Bacher has also been the author of numerous criticisms and reviews in periodicals devoted, like his books, to Hebrew philology, history of Biblical exegesis, and of the Aggadah. The magazines, etc., in which his contributions have appeared are the following:

- M. E. Stern, "Kokbe Yiẓḥaḳ," 1865-68
- "Monatsschrift," 1869-92
- "Izraelit Közlöny," 1869-70
- Rahmer's "Israelitische Wochenschrift und Jüdische Literaturblätter," 1870-76
- I. Kobak's "Jeschurun," 1871
- I. Reich, "Beth-Lechem," Jahrbuch, 1873
- "Ha-Ḥabaẓelet," 1873; "Z. D. M. G." 1874-1902
- Berliner's "Magazin für die Geschichte und Literatur des Judenthums," 1880-94
- "Rev. Et. Juives," 1882-1902
- "Magyar Zsidó Szemle," 1884-1901
- W. R. Harper, "Hebraica," 1884-93
- Stade, "Zeitschrift" 1885-1901
- "Jew. Quart. Rev." 1890-1901
- Königsberger, "Monatsblätter," 1891
- Évkönyv, "Jahrbuch des Ungarisch-Israelitischen Literaturvereins," published in Hungarian, 1895–1901
- "Oẓar ha-Sefarim"
- "Gräber's Magazin für Hebrẓische Literatur," 1896
- "Zeit. f. Hebr. Bibl." 1896-1900
- "Deutsche Literaturzeitung," 1898-1901
- S. H. Horodeczky's "Ha-Goren"
- "Abhandlung über die Wissenschaft des Judenthums," 1898-1900
- "Ha-Eshkol," "Hebräisches Jahrbuch," 1898
- "Jahrbuch für Jüdische Gesch. und Literatur," 1899-1900
- "Theologische Literaturzeitung," 1900-1
- "Keleti Szemle" ("Revue Orientale," 1902)

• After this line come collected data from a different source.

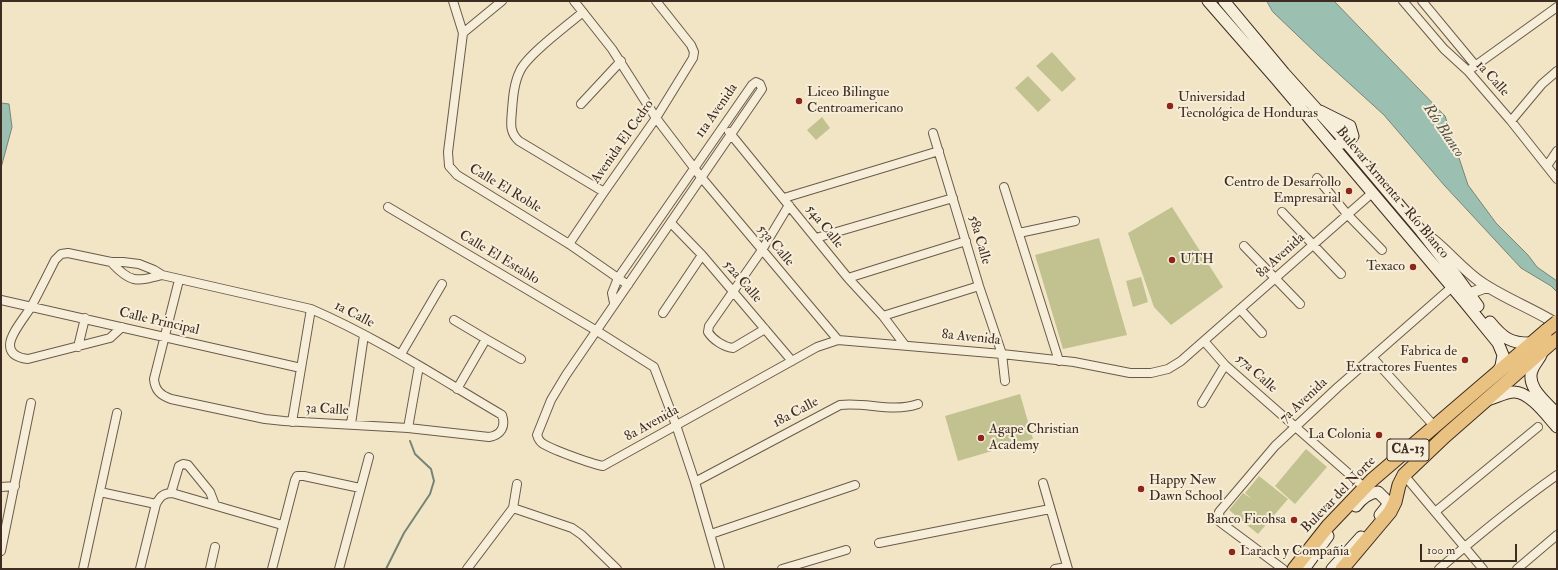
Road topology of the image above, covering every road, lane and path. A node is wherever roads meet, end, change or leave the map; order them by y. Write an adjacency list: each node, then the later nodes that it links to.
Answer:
1 (453, 1): 11 (street, Calle El Roble)
2 (502, 1): 11 (street)
3 (574, 1): 10 (street, 53a Calle)
4 (656, 1): 18 (street, Avenida El Cedro)
5 (1208, 1): 16 (main road, Bulevar Armenta - Río Blanco)
6 (1224, 1): 23 (main road, Bulevar Armenta - Río Blanco)
7 (1403, 1): 14 (street, 1a Calle)
8 (1422, 1): 13 (street)
9 (1557, 7): 13 (street)
10 (583, 12): 12 (street, 53a Calle); 32 (street)
11 (463, 33): 46 (street, Calle El Roble)
12 (621, 61): 17 (street); 18 (street, 53a Calle)
13 (1476, 65): 14 (street)
14 (1468, 71): 19 (street, 1a Calle)
15 (1557, 71): 19 (street)
16 (1281, 84): 23 (main road); 33 (main road, Bulevar Armenta - Río Blanco)
17 (581, 104)
18 (656, 118): 27 (street, 53a Calle); 32 (street, Avenida El Cedro)
19 (1511, 121): 26 (street, 1a Calle)
20 (724, 125): 22 (street, 54a Calle); 22 (street, 11a Avenida); 27 (street, 11a Avenida)
21 (932, 133): 24 (street, 58a Calle)
22 (731, 135): 28 (street, 11a Avenida); 34 (street, 54a Calle)
23 (1346, 142): 42 (main road, Bulevar Armenta - Río Blanco)
24 (939, 151): 34 (street); 35 (street, 58a Calle)
25 (1557, 151): 26 (street)
26 (1547, 166): 30 (street, 1a Calle)
27 (694, 167): 28 (street, 53a Calle); 56 (street, 11a Avenida)
28 (701, 177): 41 (street, 11a Avenida); 50 (street, 53a Calle)
29 (1317, 178): 39 (street)
30 (1557, 180)
31 (1004, 187): 43 (street)
32 (604, 192): 46 (street, Avenida El Cedro)
33 (1372, 193): 39 (street, 8a Avenida); 49 (main road, Bulevar Armenta - Río Blanco)
34 (784, 198): 36 (street, 54a Calle)
35 (954, 198): 44 (street); 45 (street, 58a Calle)
36 (789, 205): 44 (street, 54a Calle); 50 (street)
37 (388, 207): 79 (street, Calle El Establo)
38 (1282, 212): 47 (street)
39 (1348, 214): 47 (street, 8a Avenida); 51 (street)
40 (1075, 221): 43 (street)
41 (671, 223): 52 (street, 52a Calle); 61 (street, 11a Avenida)
42 (1421, 231): 64 (street); 66 (main road, Bulevar Armenta - Río Blanco)
43 (1019, 233): 97 (street)
44 (816, 238): 57 (street, 54a Calle)
45 (966, 241): 57 (street); 62 (street, 58a Calle)
46 (569, 244): 56 (street, Calle El Roble)
47 (1313, 244): 54 (street); 58 (street, 8a Avenida)
48 (1244, 246): 58 (street)
49 (1420, 249): 63 (main road, Bulevar Armenta - Río Blanco); 66 (main road)
50 (762, 250): 65 (street); 85 (street, 53a Calle)
51 (1382, 250)
52 (702, 255): 65 (street, 52a Calle); 73 (street)
53 (111, 262): 55 (street, 1a Calle); 55 (street, 1a Calle); 70 (street, 1a Calle)
54 (1341, 274)
55 (162, 275): 59 (street, 1a Calle)
56 (618, 278): 61 (street, Calle El Roble); 68 (street, 11a Avenida)
57 (848, 278): 74 (street, 54a Calle)
58 (1275, 278): 69 (street); 72 (street, 8a Avenida)
59 (179, 280): 71 (street, 1a Calle); 83 (street)
60 (442, 284): 92 (street)
61 (628, 285): 68 (street, 11a Avenida)
62 (979, 286): 74 (street); 93 (street, 58a Calle)
63 (1452, 286): 89 (main road, Bulevar Armenta - Río Blanco); 94 (street, 7a Avenida)
64 (1490, 288): 66 (street); 80 (street)
65 (733, 292): 78 (street, 52a Calle); 78 (street)
66 (1468, 294): 89 (main road, Bulevar Armenta - Río Blanco)
67 (2, 300): 70 (street, Calle Principal)
68 (614, 303): 79 (street, 11a Avenida)
69 (1300, 304)
70 (31, 306): 75 (street, Calle Principal); 90 (street)
71 (311, 309): 82 (street, 1a Calle); 100 (street)
72 (1240, 309): 81 (street); 86 (street, 8a Avenida)
73 (663, 313)
74 (883, 316): 88 (street, 54a Calle)
75 (85, 318): 77 (street, Calle Principal); 90 (street)
76 (454, 320): 84 (street)
77 (122, 327): 83 (street, Calle Principal); 90 (street)
78 (765, 329): 96 (street, 52a Calle)
79 (597, 331): 112 (street, Calle El Establo); 119 (street, 11a Avenida)
80 (1555, 331): 87 (highway, Bulevar del Norte / CA-13); 91 (highway, CA-13)
81 (1262, 333)
82 (364, 335): 92 (street, 1a Calle); 111 (street)
83 (165, 337): 100 (street, Calle Principal); 110 (street, 3a Calle)
84 (486, 339): 95 (street); 103 (street)
85 (838, 340): 88 (street, 8a Avenida); 96 (street, 8a Avenida)
86 (1204, 341): 97 (street, 8a Avenida); 98 (street, 57a Calle)
87 (1533, 343): 89 (main road); 101 (highway, Bulevar del Norte / CA-13)
88 (904, 344): 93 (street, 8a Avenida)
89 (1505, 344): 101 (main road)
90 (78, 347)
91 (1544, 350): 104 (highway, CA-13); 109 (main road)
92 (401, 354): 99 (street, 1a Calle)
93 (1002, 354): 97 (street, 8a Avenida); 102 (street, 58a Calle)
94 (1372, 357): 113 (street, 7a Avenida); 114 (street)
95 (521, 359)
96 (792, 361): 112 (street, 8a Avenida)
97 (1058, 361)
98 (1225, 365): 106 (street); 113 (street, 57a Calle)
99 (419, 366): 103 (street, 1a Calle); 117 (street)
100 (301, 368): 110 (street)
101 (1495, 375): 114 (highway, Bulevar del Norte / CA-13)
102 (1005, 381)
103 (457, 389): 118 (street, 1a Calle)
104 (1487, 400): 116 (main road); 121 (highway, CA-13)
105 (31, 403): 127 (street)
106 (1202, 403)
107 (918, 404): 123 (street, 18a Calle)
108 (117, 412): 131 (street)
109 (1557, 414)
110 (292, 422): 111 (street, 3a Calle)
111 (351, 424): 117 (street, 3a Calle)
112 (676, 425): 119 (street, 8a Avenida); 123 (street, Calle El Establo)
113 (1296, 427): 130 (street, 57a Calle); 157 (street, 7a Avenida)
114 (1435, 427): 130 (highway, Bulevar del Norte / CA-13)
115 (1538, 427): 137 (street)
116 (1557, 427)
117 (408, 428): 118 (street, 3a Calle)
118 (502, 430)
119 (538, 439)
120 (369, 457): 129 (street)
121 (1404, 475): 137 (street); 161 (highway, CA-13)
122 (1557, 475): 142 (street)
123 (695, 482): 139 (street, Calle El Establo)
124 (1043, 483): 136 (street)
125 (517, 484): 135 (street)
126 (855, 485): 139 (street)
127 (15, 486): 128 (street); 145 (street)
128 (1, 487)
129 (360, 488): 138 (street); 151 (street)
130 (1365, 488): 158 (highway, Bulevar del Norte / CA-13)
131 (100, 492): 133 (street); 147 (street)
132 (171, 493): 133 (street); 134 (street); 134 (street)
133 (156, 504): 148 (street)
134 (214, 506): 138 (street)
135 (513, 508): 152 (street); 153 (street)
136 (1050, 509): 141 (street); 146 (street)
137 (1435, 512): 142 (street)
138 (282, 525): 150 (street)
139 (711, 534): 154 (street, Calle El Establo)
140 (1557, 534): 164 (street)
141 (879, 543)
142 (1465, 546): 162 (street); 163 (street)
143 (215, 547): 149 (street)
144 (846, 550): 155 (street)
145 (1, 551)
146 (1067, 568): 156 (street)
147 (83, 569)
148 (140, 569)
149 (210, 569)
150 (272, 569)
151 (339, 569)
152 (467, 569)
153 (617, 569)
154 (720, 569)
155 (782, 569)
156 (1055, 569)
157 (1283, 569)
158 (1294, 569)
159 (1304, 569): 160 (main road)
160 (1332, 569)
161 (1342, 569)
162 (1439, 569)
163 (1483, 569)
164 (1516, 569)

- "The Expository Times," 1900.

Further contributions of Bacher appeared in the festival publications to the seventieth birthday of H. Graetz, 1887, and the eightieth birthday of Steinschneider, 1896; in the festival publication in honor of Daniel Chwolsohn, 1899; and in the memorial book published on the anniversary of Samuel David Luzzatto's birthday, Berlin, 1900, and in that published in memory of Prof. David Kaufmann, 1900. Bacher has also contributed the article Levita to the Allgemeine Encyklopädie of Ersch and Gruber, and the articles Sanhedrin and Synagoge to the last volume of Hastings and Selbie's Dictionary of the Bible.